Dietary chitosan inhibits hypercholesterolaemia and atherogenesis in the apolipoprotein E-deficient mouse model of atherosclerosis.
Ormrod DJ., Holmes CC., Miller TE.
Chitosan, the deacetylated form of chitin, is extracted from the shells of crustaceans. The strong positive charge carried by the chitosan molecule causes it to bind negatively charged substrates such as lipids. Orally administered chitosan binds fat in the intestine, blocking absorption, and has been shown to lower blood cholesterol in animals and humans. As a result it has been proposed that dietary supplementation with chitosan may inhibit the formation of atherosclerotic plaque. We have tested this hypothesis using the apolipoprotein E-deficient mouse model of atherosclerosis. This hypercholesterolaemic animal develops atherosclerosis without the need for dietary or surgical intervention. The apolipoprotein E-deficient mouse therefore provides an ideal model in which to study the effects of dietary chitosan on both blood cholesterol and atherosclerosis. Animals were fed for 20 weeks on a diet containing 5% chitosan or on a control diet. Blood cholesterol levels were significantly lower in the chitosan fed animals throughout the study, and at 20 weeks were 64% of control levels.

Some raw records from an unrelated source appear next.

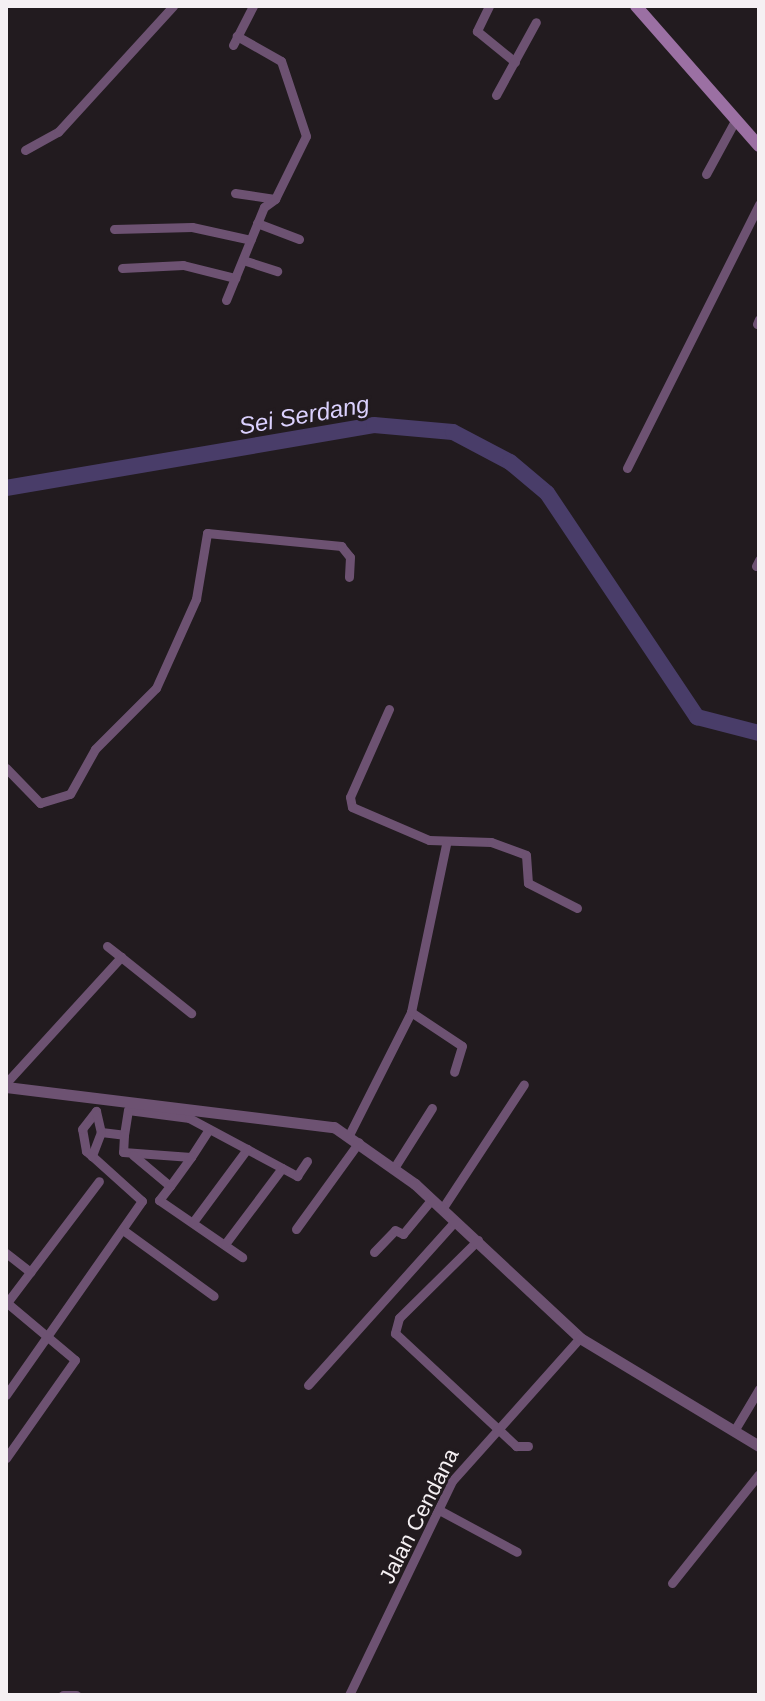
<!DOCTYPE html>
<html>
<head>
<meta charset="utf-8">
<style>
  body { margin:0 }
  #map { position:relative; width:765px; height:1701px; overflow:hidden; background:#221b1f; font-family:Arial,sans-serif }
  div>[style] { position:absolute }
  .river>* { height:16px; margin:-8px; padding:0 8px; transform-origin:8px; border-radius:8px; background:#493d69 }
  .minor>* { height:9px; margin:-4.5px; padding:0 4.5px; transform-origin:4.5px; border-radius:4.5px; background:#6d5272 }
  .tertiary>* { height:11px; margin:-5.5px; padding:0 5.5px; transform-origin:5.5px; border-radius:5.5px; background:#6d5272 }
  .secondary>* { height:12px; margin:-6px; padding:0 6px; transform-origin:6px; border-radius:6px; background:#9b70a3 }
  span { translate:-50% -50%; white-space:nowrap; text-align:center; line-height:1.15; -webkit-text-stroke:6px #221b1f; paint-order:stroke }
  .street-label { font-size:22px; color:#f5f0f3 }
  .water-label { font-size:24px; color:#dbd1fe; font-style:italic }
  .frame { position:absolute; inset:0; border:8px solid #f5f0f3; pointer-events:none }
</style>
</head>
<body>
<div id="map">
  <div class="river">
    <div style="left:6px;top:488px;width:373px;rotate:-9.7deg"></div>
    <div style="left:374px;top:425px;width:79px;rotate:5.1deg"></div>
    <div style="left:453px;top:432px;width:64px;rotate:27.8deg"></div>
    <div style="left:510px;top:462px;width:48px;rotate:40deg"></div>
    <div style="left:547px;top:493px;width:270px;rotate:56.2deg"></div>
    <div style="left:697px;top:717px;width:64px;rotate:14.5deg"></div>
  </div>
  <div class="minor">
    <div style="left:489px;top:6px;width:28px;rotate:116deg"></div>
    <div style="left:477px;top:31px;width:49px;rotate:39.2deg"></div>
    <div style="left:233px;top:45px;width:44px;rotate:-62.9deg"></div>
    <div style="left:496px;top:95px;width:83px;rotate:-61.3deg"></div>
    <div style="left:25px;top:150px;width:38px;rotate:-29deg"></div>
    <div style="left:58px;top:132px;width:171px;rotate:-47.6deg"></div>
    <div style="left:706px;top:174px;width:63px;rotate:-61.4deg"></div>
    <div style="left:235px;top:193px;width:40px;rotate:8.5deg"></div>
    <div style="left:257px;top:223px;width:45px;rotate:20.9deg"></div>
    <div style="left:114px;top:229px;width:78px;rotate:-1.5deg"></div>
    <div style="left:192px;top:227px;width:60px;rotate:12.4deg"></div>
    <div style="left:243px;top:260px;width:36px;rotate:18deg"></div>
    <div style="left:122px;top:268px;width:61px;rotate:-2.8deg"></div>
    <div style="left:183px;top:265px;width:54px;rotate:14deg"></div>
    <div style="left:226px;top:300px;width:100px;rotate:-67.8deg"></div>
    <div style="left:264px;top:207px;width:14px;rotate:-36deg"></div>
    <div style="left:275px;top:199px;width:70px;rotate:-63.8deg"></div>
    <div style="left:306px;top:136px;width:79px;rotate:-108.4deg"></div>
    <div style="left:281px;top:61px;width:51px;rotate:-150.4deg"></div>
    <div style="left:757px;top:324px;width:5px;rotate:-68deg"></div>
    <div style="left:627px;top:468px;width:295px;rotate:-63.4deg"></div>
    <div style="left:756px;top:566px;width:7px;rotate:-63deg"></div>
    <div style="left:389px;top:709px;width:96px;rotate:113.9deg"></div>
    <div style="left:350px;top:797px;width:10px;rotate:79deg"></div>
    <div style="left:352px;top:807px;width:84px;rotate:23.2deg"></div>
    <div style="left:429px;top:840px;width:62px;rotate:1.8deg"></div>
    <div style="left:491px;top:842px;width:37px;rotate:20deg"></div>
    <div style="left:526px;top:855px;width:28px;rotate:86deg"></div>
    <div style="left:528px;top:883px;width:55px;rotate:27deg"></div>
    <div style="left:6px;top:768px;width:49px;rotate:45.8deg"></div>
    <div style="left:40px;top:803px;width:31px;rotate:-17deg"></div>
    <div style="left:70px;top:794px;width:51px;rotate:-60.9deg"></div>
    <div style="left:95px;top:749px;width:86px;rotate:-45deg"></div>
    <div style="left:156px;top:688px;width:98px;rotate:-65.8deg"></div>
    <div style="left:196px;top:599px;width:67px;rotate:-80.5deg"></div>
    <div style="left:207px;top:533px;width:135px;rotate:5.5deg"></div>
    <div style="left:341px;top:546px;width:14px;rotate:51deg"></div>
    <div style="left:350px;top:557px;width:20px;rotate:93deg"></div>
    <div style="left:107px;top:946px;width:18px;rotate:38deg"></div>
    <div style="left:411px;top:1012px;width:61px;rotate:33.7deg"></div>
    <div style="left:462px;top:1046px;width:27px;rotate:107deg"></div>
    <div style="left:6px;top:1083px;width:171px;rotate:-47.6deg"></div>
    <div style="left:121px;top:957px;width:90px;rotate:38.7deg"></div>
    <div style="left:101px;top:1132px;width:23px;rotate:7deg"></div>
    <div style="left:124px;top:1135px;width:25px;rotate:-81deg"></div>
    <div style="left:128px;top:1110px;width:62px;rotate:7.5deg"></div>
    <div style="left:189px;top:1118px;width:123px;rotate:28.2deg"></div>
    <div style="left:297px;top:1176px;width:18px;rotate:-56deg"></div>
    <div style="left:124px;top:1135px;width:17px;rotate:93deg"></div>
    <div style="left:123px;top:1152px;width:68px;rotate:4.2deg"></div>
    <div style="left:191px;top:1157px;width:33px;rotate:-57deg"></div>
    <div style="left:349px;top:1135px;width:138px;rotate:-63.2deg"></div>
    <div style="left:411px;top:1012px;width:172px;rotate:-78.2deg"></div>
    <div style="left:133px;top:1155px;width:48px;rotate:40deg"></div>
    <div style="left:170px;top:1186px;width:36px;rotate:-54deg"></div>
    <div style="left:394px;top:1168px;width:71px;rotate:-57.7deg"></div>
    <div style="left:170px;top:1186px;width:18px;rotate:128deg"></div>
    <div style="left:159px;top:1200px;width:101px;rotate:34.5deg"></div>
    <div style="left:442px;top:1209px;width:149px;rotate:-56.7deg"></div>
    <div style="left:193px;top:1222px;width:91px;rotate:-53.5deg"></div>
    <div style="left:296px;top:1229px;width:107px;rotate:-54.1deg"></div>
    <div style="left:123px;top:1230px;width:112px;rotate:36deg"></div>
    <div style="left:478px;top:1240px;width:111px;rotate:135.4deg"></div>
    <div style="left:399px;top:1318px;width:16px;rotate:105deg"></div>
    <div style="left:395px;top:1333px;width:166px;rotate:43deg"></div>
    <div style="left:516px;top:1446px;width:12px"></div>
    <div style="left:225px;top:1244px;width:95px;rotate:-53.1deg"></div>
    <div style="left:374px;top:1252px;width:30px;rotate:-46deg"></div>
    <div style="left:395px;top:1230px;width:9px;rotate:27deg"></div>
    <div style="left:403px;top:1234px;width:44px;rotate:-50.5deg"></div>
    <div style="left:6px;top:1253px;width:31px;rotate:38deg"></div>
    <div style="left:6px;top:1302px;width:90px;rotate:40deg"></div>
    <div style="left:75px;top:1360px;width:120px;rotate:125.1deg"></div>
    <div style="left:6px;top:1304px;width:154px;rotate:-52.9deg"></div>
    <div style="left:308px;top:1385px;width:219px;rotate:-48.1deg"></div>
    <div style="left:6px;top:1395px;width:237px;rotate:-55deg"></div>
    <div style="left:142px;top:1201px;width:67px;rotate:-138deg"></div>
    <div style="left:92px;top:1156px;width:8px;rotate:-140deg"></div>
    <div style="left:86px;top:1151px;width:22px;rotate:-100deg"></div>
    <div style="left:82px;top:1129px;width:23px;rotate:-52deg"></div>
    <div style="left:96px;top:1111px;width:22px;rotate:77deg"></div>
    <div style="left:101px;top:1132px;width:26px;rotate:111deg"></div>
    <div style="left:734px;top:1431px;width:49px;rotate:-59.2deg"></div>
    <div style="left:441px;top:1511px;width:86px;rotate:28.3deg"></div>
    <div style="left:672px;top:1583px;width:139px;rotate:-51.4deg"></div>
    <div style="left:63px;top:1695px;width:13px"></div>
    <div style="left:349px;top:1695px;width:237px;rotate:-64.3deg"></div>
    <div style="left:452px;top:1481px;width:192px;rotate:-48.2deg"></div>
  </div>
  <div class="tertiary">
    <div style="left:6px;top:1087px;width:330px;rotate:7deg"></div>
    <div style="left:334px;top:1127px;width:99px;rotate:35.1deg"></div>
    <div style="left:415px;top:1184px;width:226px;rotate:43deg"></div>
    <div style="left:580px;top:1338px;width:209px;rotate:31.1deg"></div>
  </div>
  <div class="secondary">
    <div style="left:636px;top:6px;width:186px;rotate:48.7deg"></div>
  </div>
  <div class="street-label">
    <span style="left:419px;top:1516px;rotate:-63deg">Jalan Cendana</span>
  </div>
  <div class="water-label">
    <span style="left:304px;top:415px;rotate:-10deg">Sei Serdang</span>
  </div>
  <div class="frame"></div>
</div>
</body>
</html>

When the area of aortic plaque in the two groups was compared a highly significant inhibition of atherogenesis, in both the whole aorta and the aortic arch, was observed in the chitosan fed animals--42 and 50%, respectively. Body growth was significantly greater in the chitosan fed animals. This study is the first to show a direct correlation between lowering of serum cholesterol with chitosan and inhibition of atherogenesis, and suggests that the agent could be used to inhibit the development of atherosclerosis in individuals with hypercholesterolaemia.